*Exercise material*
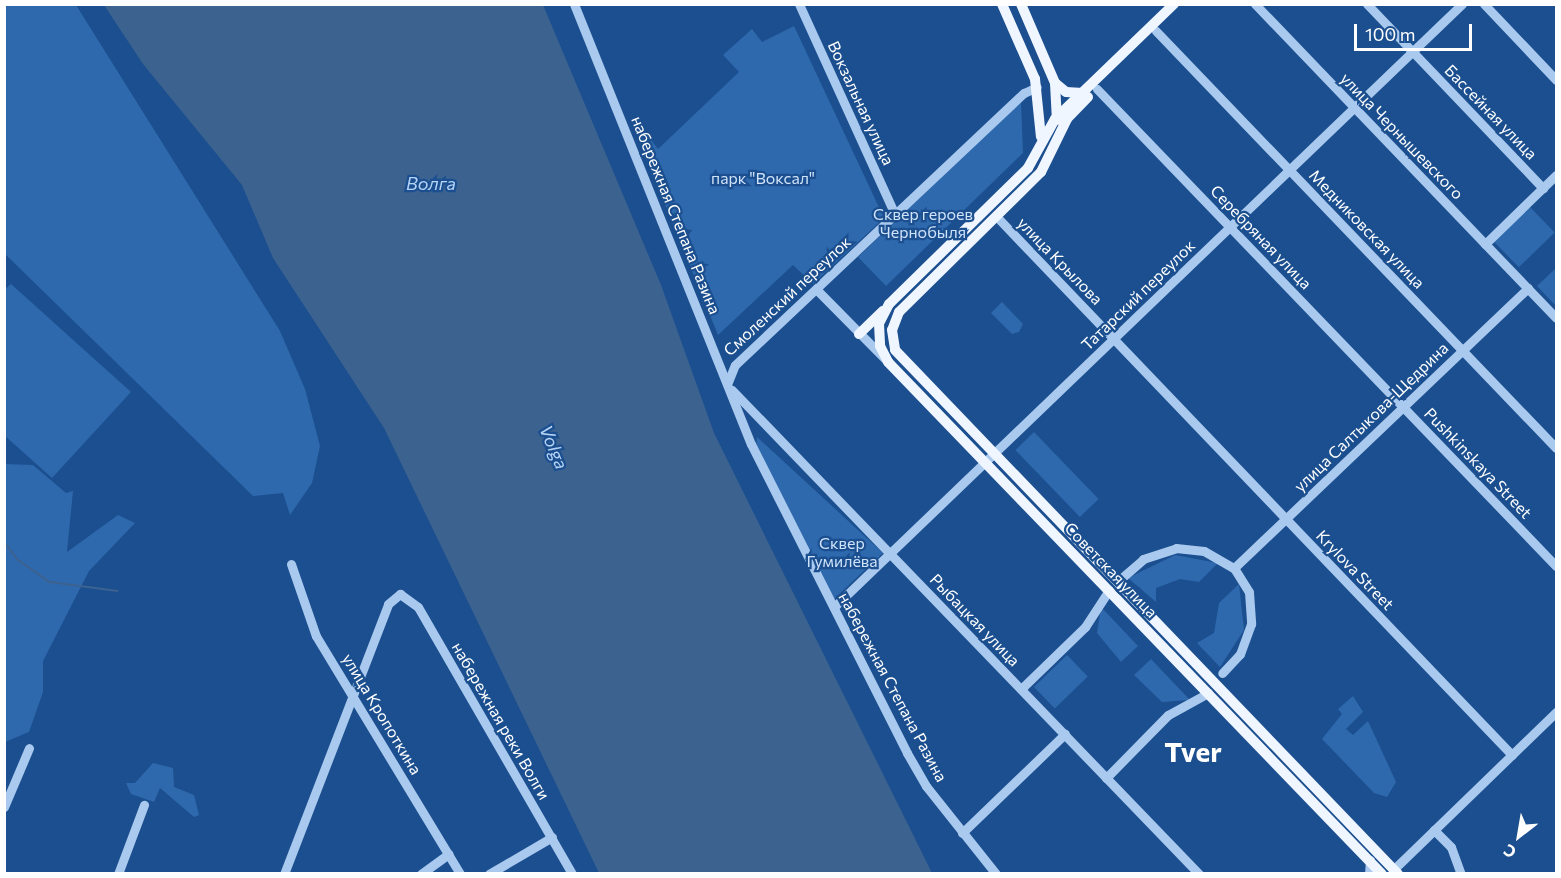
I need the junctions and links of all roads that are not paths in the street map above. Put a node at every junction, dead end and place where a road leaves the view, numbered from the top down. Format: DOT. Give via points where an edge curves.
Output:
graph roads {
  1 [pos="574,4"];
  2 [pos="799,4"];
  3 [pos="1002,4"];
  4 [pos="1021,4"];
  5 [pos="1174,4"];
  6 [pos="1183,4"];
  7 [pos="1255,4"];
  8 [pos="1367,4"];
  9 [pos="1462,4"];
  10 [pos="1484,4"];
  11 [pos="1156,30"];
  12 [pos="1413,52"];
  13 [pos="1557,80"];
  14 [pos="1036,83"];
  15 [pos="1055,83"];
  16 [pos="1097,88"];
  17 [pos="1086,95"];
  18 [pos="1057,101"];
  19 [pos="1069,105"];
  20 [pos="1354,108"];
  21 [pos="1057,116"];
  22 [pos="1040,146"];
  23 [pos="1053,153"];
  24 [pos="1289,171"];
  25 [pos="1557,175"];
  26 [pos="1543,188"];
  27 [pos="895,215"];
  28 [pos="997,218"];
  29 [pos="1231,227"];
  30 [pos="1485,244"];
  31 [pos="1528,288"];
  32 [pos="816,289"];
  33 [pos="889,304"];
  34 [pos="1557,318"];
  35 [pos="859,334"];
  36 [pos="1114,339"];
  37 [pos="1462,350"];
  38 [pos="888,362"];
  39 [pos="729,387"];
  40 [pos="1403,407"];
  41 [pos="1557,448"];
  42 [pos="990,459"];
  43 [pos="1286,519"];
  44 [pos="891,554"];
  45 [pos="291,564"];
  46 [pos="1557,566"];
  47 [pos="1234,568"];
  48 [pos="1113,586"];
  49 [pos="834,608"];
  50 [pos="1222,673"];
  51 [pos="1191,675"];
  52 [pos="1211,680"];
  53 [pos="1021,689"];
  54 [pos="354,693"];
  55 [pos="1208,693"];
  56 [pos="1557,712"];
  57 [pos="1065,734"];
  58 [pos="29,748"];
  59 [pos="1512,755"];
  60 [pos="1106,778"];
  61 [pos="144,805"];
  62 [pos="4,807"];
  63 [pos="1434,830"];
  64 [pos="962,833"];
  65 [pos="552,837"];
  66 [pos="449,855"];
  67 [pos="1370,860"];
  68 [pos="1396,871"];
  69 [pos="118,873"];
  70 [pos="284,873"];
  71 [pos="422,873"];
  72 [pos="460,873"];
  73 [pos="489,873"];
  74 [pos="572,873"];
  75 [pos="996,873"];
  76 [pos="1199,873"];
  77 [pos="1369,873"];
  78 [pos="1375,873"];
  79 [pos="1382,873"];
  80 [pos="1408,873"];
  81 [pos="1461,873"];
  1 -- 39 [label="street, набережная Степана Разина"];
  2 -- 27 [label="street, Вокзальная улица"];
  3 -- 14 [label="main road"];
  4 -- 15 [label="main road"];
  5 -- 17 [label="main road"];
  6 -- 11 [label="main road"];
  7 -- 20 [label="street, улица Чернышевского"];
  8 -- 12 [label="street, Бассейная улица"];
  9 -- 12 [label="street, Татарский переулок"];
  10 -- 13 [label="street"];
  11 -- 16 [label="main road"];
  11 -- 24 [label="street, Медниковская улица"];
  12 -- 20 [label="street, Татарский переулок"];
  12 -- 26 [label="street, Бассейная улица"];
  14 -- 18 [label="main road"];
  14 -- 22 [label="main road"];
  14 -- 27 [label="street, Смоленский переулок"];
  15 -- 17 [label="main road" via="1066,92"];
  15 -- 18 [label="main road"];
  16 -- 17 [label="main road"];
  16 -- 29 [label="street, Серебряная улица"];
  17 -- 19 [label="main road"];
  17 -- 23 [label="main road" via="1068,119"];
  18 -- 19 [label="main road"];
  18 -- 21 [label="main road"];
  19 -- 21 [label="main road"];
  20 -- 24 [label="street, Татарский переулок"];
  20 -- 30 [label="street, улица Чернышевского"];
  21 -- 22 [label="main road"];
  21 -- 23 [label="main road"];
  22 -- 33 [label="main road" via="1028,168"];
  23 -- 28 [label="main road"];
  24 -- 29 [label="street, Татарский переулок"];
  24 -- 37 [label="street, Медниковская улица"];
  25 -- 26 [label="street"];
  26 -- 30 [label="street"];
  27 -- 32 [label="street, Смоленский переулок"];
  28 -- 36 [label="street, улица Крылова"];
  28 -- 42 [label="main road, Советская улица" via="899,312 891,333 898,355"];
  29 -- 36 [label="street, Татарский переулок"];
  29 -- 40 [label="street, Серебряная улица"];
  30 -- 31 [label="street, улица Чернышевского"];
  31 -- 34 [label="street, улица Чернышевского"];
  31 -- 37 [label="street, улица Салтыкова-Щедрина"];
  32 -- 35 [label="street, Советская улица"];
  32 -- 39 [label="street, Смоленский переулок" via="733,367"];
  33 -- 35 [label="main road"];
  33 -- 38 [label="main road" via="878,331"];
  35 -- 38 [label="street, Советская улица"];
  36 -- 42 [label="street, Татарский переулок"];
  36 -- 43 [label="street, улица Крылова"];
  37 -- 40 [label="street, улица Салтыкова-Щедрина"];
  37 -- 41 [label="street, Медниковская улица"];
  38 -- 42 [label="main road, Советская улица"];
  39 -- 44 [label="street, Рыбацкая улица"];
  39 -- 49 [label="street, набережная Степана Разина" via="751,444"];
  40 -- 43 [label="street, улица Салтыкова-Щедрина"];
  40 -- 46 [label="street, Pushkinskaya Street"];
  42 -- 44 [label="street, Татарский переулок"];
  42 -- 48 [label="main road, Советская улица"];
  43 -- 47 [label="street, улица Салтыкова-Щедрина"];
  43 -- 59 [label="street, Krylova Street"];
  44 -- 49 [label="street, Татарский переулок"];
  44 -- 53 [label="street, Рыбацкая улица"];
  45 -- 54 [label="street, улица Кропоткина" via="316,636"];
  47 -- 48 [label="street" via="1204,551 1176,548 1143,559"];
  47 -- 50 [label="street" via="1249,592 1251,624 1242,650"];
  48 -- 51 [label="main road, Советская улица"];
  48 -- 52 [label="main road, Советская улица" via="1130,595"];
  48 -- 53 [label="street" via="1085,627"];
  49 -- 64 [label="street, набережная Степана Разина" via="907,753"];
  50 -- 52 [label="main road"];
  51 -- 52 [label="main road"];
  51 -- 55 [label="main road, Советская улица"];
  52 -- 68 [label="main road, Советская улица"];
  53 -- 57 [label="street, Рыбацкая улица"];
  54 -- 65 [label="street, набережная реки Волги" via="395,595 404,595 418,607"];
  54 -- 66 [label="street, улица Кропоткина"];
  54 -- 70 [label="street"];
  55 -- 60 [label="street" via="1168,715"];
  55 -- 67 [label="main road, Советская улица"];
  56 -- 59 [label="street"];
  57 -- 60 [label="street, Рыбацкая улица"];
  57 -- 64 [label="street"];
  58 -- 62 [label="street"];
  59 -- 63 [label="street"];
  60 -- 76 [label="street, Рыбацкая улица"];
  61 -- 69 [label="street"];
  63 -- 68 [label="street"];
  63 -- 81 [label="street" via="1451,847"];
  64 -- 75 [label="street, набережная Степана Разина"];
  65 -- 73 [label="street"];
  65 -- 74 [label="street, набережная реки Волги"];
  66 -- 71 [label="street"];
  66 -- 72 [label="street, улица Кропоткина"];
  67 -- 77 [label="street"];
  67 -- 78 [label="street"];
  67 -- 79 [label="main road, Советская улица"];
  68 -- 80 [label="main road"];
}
==
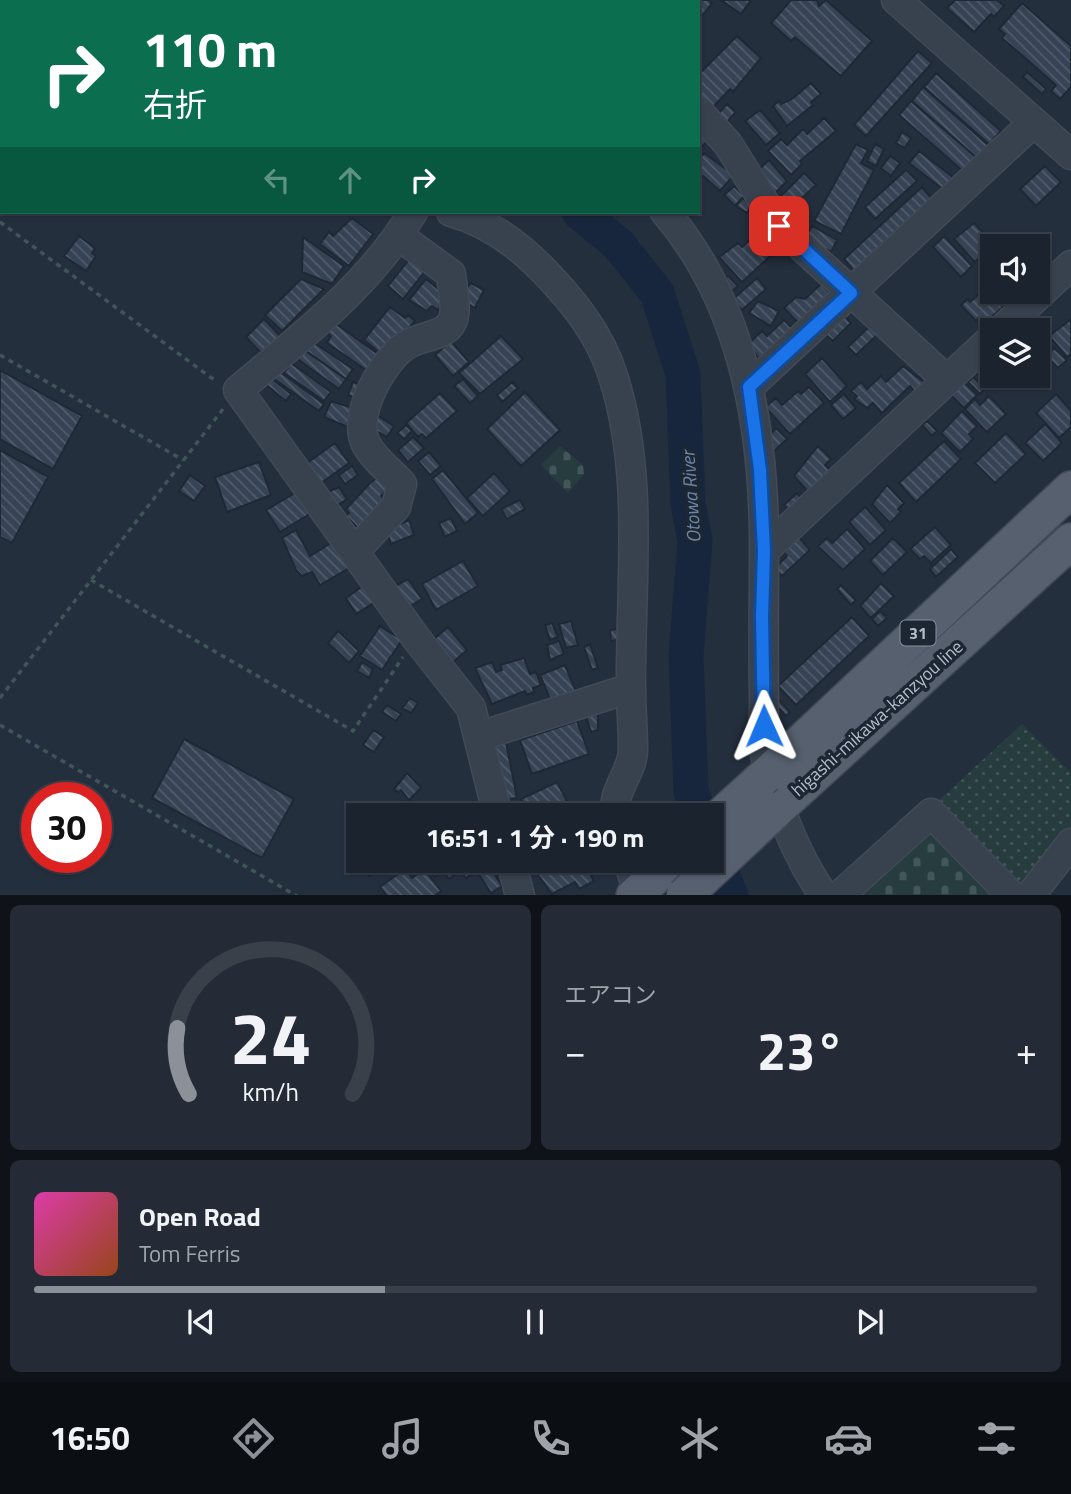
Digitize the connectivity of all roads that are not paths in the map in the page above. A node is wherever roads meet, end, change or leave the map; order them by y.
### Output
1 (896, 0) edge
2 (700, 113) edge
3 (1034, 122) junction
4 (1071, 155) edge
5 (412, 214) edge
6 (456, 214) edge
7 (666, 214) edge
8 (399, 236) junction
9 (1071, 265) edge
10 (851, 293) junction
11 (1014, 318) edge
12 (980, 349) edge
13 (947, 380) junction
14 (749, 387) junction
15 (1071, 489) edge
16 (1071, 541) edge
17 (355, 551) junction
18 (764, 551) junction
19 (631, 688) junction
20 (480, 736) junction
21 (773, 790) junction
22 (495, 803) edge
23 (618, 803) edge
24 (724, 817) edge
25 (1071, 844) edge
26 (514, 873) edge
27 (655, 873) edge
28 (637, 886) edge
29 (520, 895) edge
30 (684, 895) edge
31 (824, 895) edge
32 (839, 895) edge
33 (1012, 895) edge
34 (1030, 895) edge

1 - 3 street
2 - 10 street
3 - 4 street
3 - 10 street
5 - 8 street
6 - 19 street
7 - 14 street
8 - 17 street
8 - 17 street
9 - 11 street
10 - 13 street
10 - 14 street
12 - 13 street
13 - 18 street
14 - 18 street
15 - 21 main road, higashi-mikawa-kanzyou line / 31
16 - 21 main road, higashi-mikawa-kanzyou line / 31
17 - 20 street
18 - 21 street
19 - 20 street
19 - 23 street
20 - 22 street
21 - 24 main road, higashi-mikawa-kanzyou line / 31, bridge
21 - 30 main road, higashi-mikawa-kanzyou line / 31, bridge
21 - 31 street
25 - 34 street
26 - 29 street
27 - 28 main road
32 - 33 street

*Activity*
Go line by line through the data above and report each one that holds the string "Советская".

*Answer to this task*
  28 -- 42 [label="main road, Советская улица" via="899,312 891,333 898,355"];
  32 -- 35 [label="street, Советская улица"];
  35 -- 38 [label="street, Советская улица"];
  38 -- 42 [label="main road, Советская улица"];
  42 -- 48 [label="main road, Советская улица"];
  48 -- 51 [label="main road, Советская улица"];
  48 -- 52 [label="main road, Советская улица" via="1130,595"];
  51 -- 55 [label="main road, Советская улица"];
  52 -- 68 [label="main road, Советская улица"];
  55 -- 67 [label="main road, Советская улица"];
  67 -- 79 [label="main road, Советская улица"];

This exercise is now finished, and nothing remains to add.